There, he discovers, oh-so-fortunately, that another child has been killed and hacked up in an almost identical fashion to the boy at the start of the book - guts removed, a piece of string tied to the leg and dirt stuffed in the victim’s mouth.
Leo is now convinced that there must be a serial killer on the loose, which is a dangerous thought to have in one’s head because under Stalin there is no crime, and that’s official.
To suggest otherwise would mean you doubt Stalin’s ability to rule the land, a crime punishable by a very long stay in a gruesome gulag where a bowl of thin gruel would be the high point of the day.
Up to this point of the book I was fairly involved. The author proves to be a dab hand at creating a chilly atmosphere of fear and paranoia that must have run deep in totalitarian Moscow.
It’s a city where colleagues spy on each other and your chances of survival are dependent on your loyalty to the state rather than to your family.
Love is not a currency with much worth on the street, as Leo’s wife Raisa finds out. She married Leo mainly because she was worried she would be punished if she declined his offer.
Leo is highly placed in the security forces and is used to getting his own way, and Raisa has known a lot of people who “disappeared” in the middle of the night courtesy of State Security.
But the novel is hampered by two poor bits of writing. The first is the one-dimensional “baddie” in the form of Vasili, a colleague determined to take over Leo’s office.
We never find out what makes Vasili tick and assume it’s just naked ambition, which makes the character seem wholly manufactured.

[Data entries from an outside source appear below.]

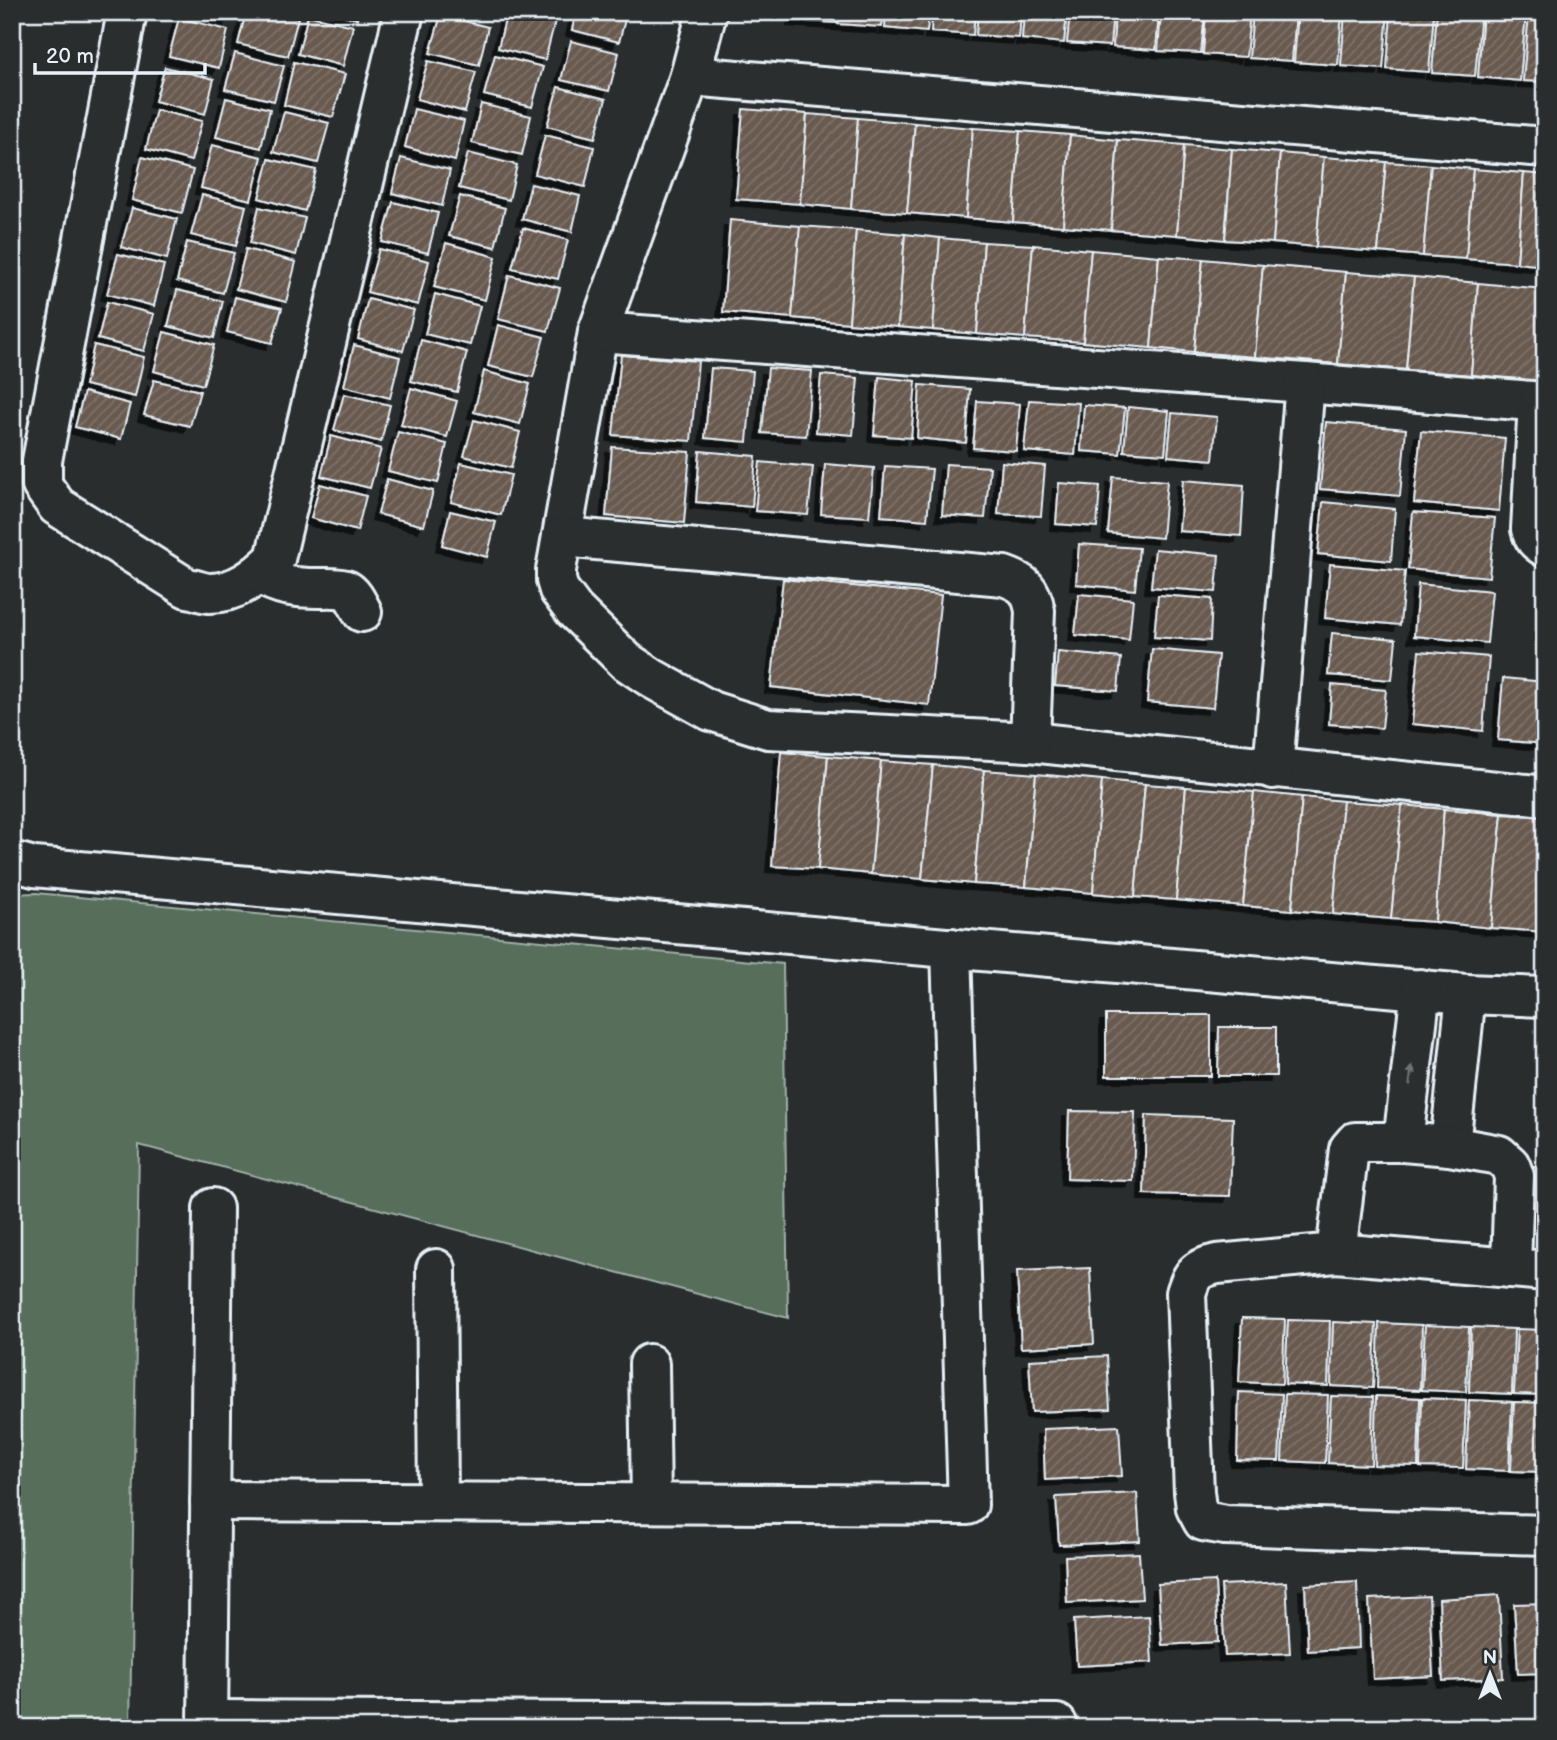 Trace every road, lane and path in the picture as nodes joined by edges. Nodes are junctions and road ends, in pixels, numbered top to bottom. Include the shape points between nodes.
1 (127, 12) edge
2 (404, 12) edge
3 (707, 12) edge
4 (690, 76) junction
5 (1545, 147) edge
6 (598, 332) junction
7 (1305, 383) junction
8 (1542, 402) edge
9 (562, 537) junction
10 (1545, 547) edge
11 (260, 574) junction
12 (362, 612) dead end
13 (1030, 742) junction
14 (1273, 769) junction
15 (1545, 796) edge
16 (12, 861) edge
17 (950, 947) junction
18 (1421, 989) junction
19 (1466, 994) junction
20 (1545, 997) edge
21 (1403, 1142) junction
22 (1450, 1146) junction
23 (213, 1208) dead end
24 (1336, 1253) junction
25 (436, 1269) dead end
26 (1528, 1269) edge
27 (649, 1364) dead end
28 (210, 1501) junction
29 (438, 1502) junction
30 (651, 1503) junction
31 (1545, 1535) edge
32 (208, 1724) edge
33 (1057, 1724) dead end

1 - 11 street via 42,461 42,485 57,506 187,588 210,593 227,590
2 - 11 street via 275,559
3 - 4 street
4 - 5 street
4 - 6 street
6 - 7 street
6 - 9 street
7 - 8 street
7 - 14 street
8 - 10 street via 1531,529 1537,543
9 - 13 street via 556,580 574,610 626,661 711,711 768,729
9 - 13 street via 1004,576 1019,581 1031,594 1035,611
11 - 12 street via 272,582 300,588 348,591
13 - 14 street
14 - 15 street
16 - 17 street via 34,867
17 - 18 street
17 - 30 street via 968,1505
18 - 19 street
21 -> 18 street
19 - 20 street
19 - 22 street
21 - 22 street
21 - 24 street via 1355,1142 1350,1146
22 - 26 street via 1499,1155 1510,1165
23 - 28 street
24 - 26 street
24 - 31 street via 1217,1264 1199,1268 1192,1277 1186,1313 1199,1516 1225,1525
25 - 29 street
27 - 30 street
28 - 29 street
28 - 32 street
29 - 30 street
32 - 33 street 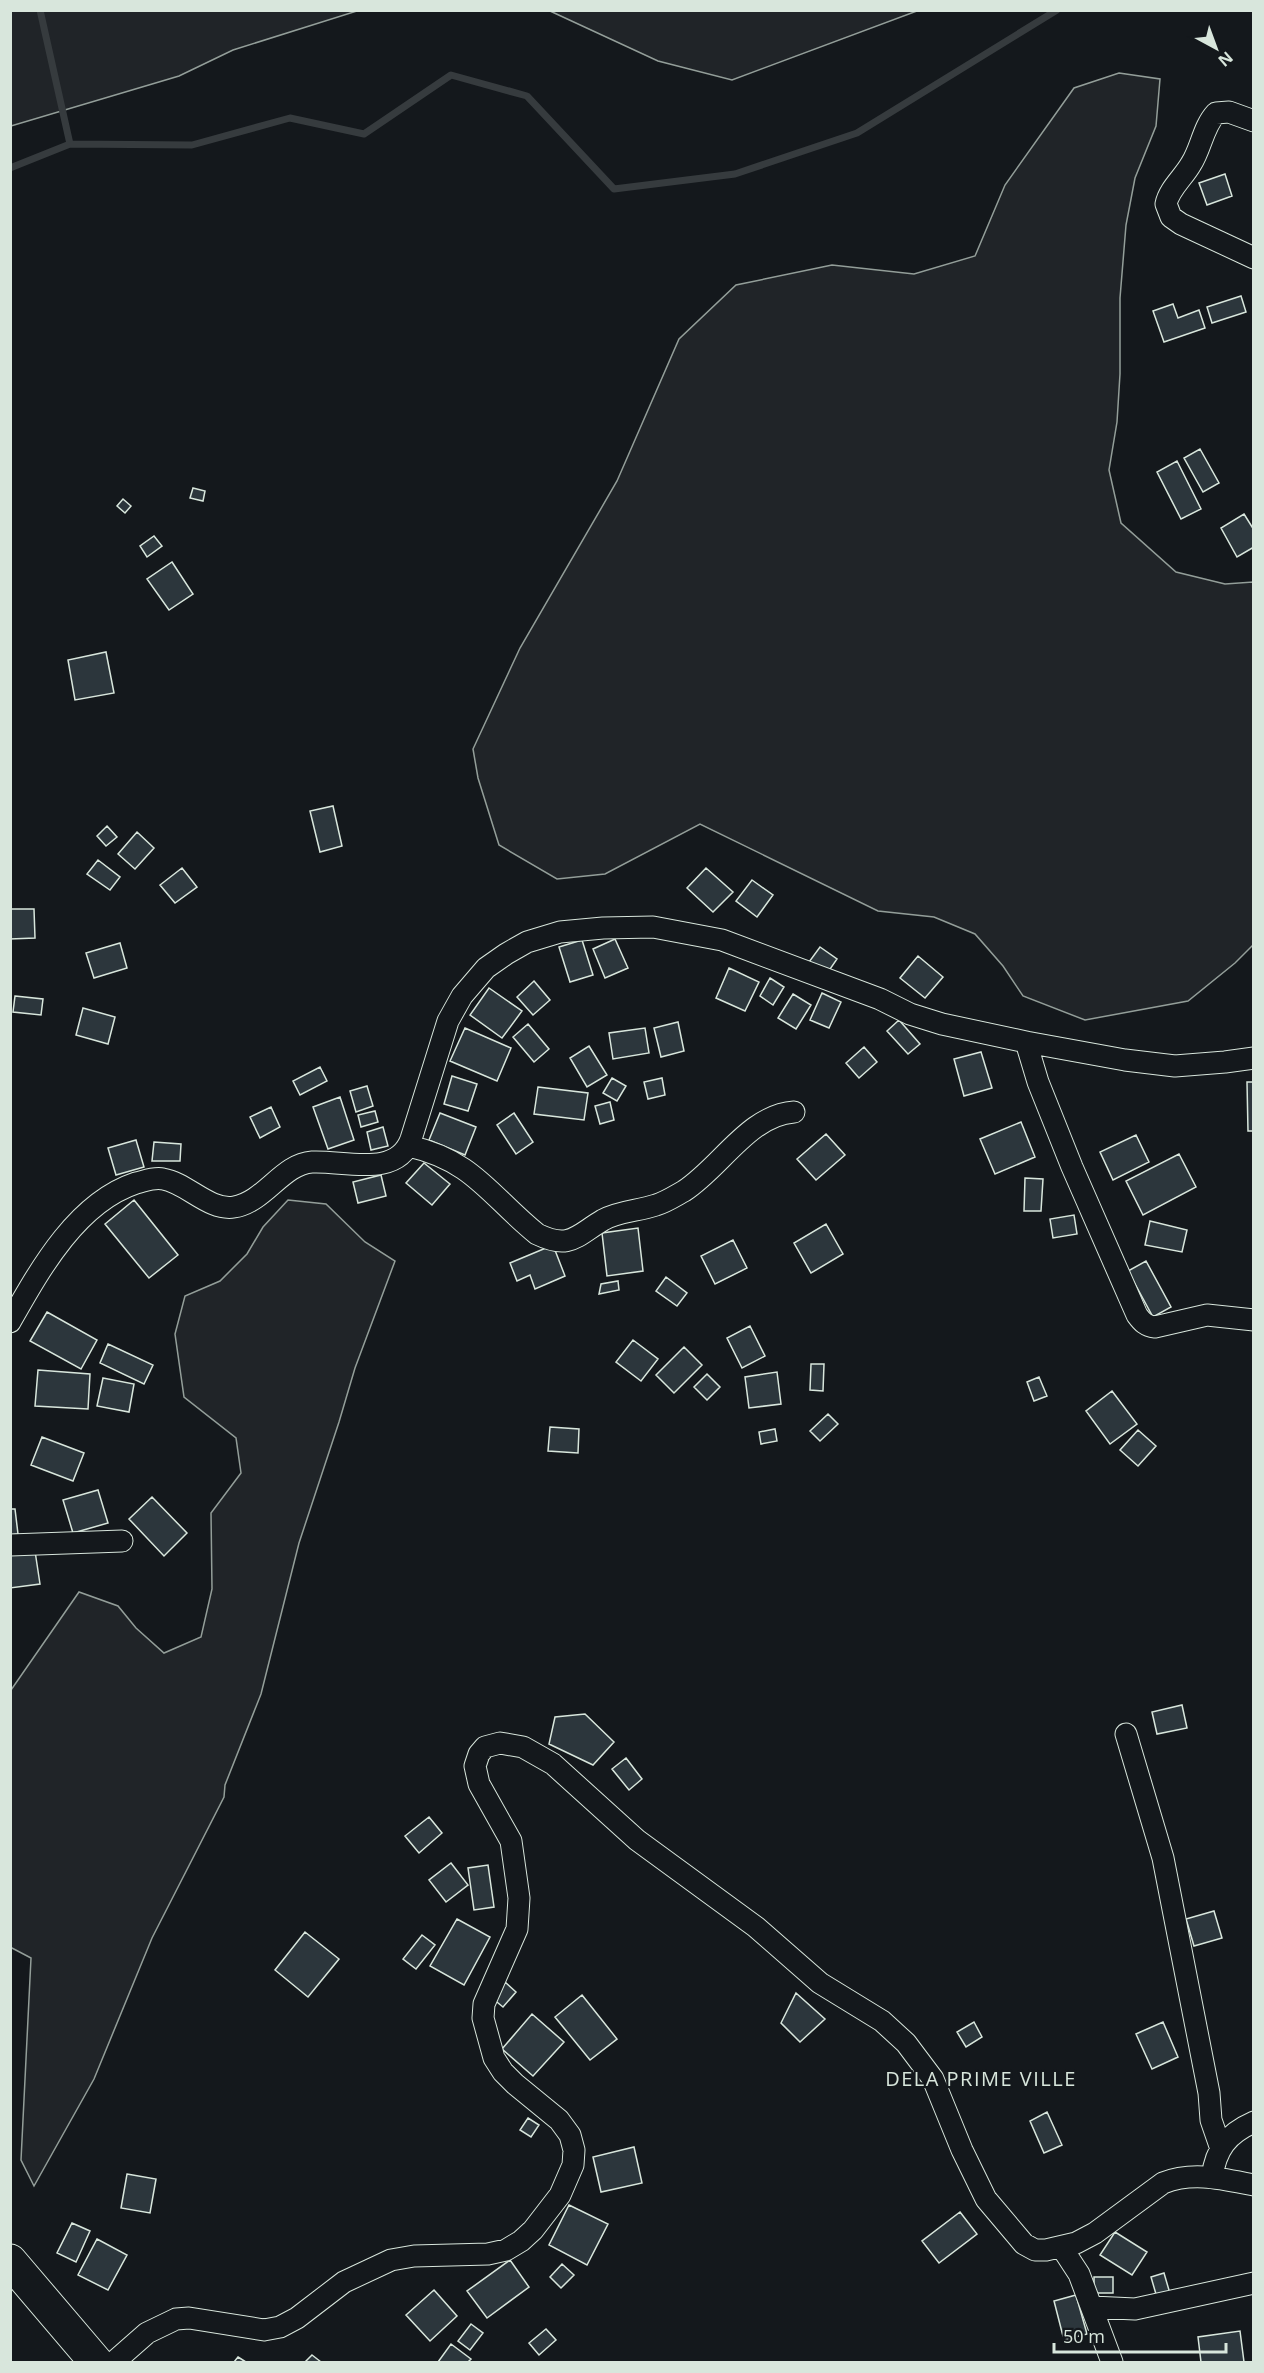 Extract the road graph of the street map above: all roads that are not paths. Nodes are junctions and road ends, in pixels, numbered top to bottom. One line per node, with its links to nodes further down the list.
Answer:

Then there’s the small matter of Leo happening upon an identical child murder in the remote town he’s exiled to as well as the ridiculous twist at the end of the story that you can hear blaring from two blocks away.
The author is actually a screenwriter and perhaps that’s the flaw. As a movie script, every page of this tale would glow like burning coal, with the author’s eye panning across the landscape. But as a novel, without the drama of the accompanying photography, all you have are the characters, but it’s hard to keep believing in the leads after they are sent to the Urals.
Smith, who’s barely 30, has since churned out a sequel to Child 44, working once more in the strained atmosphere of the Soviet Union in the 1950s. Leo reappears, Stalin is dead and the 1956 uprising in Hungary is on the horizon.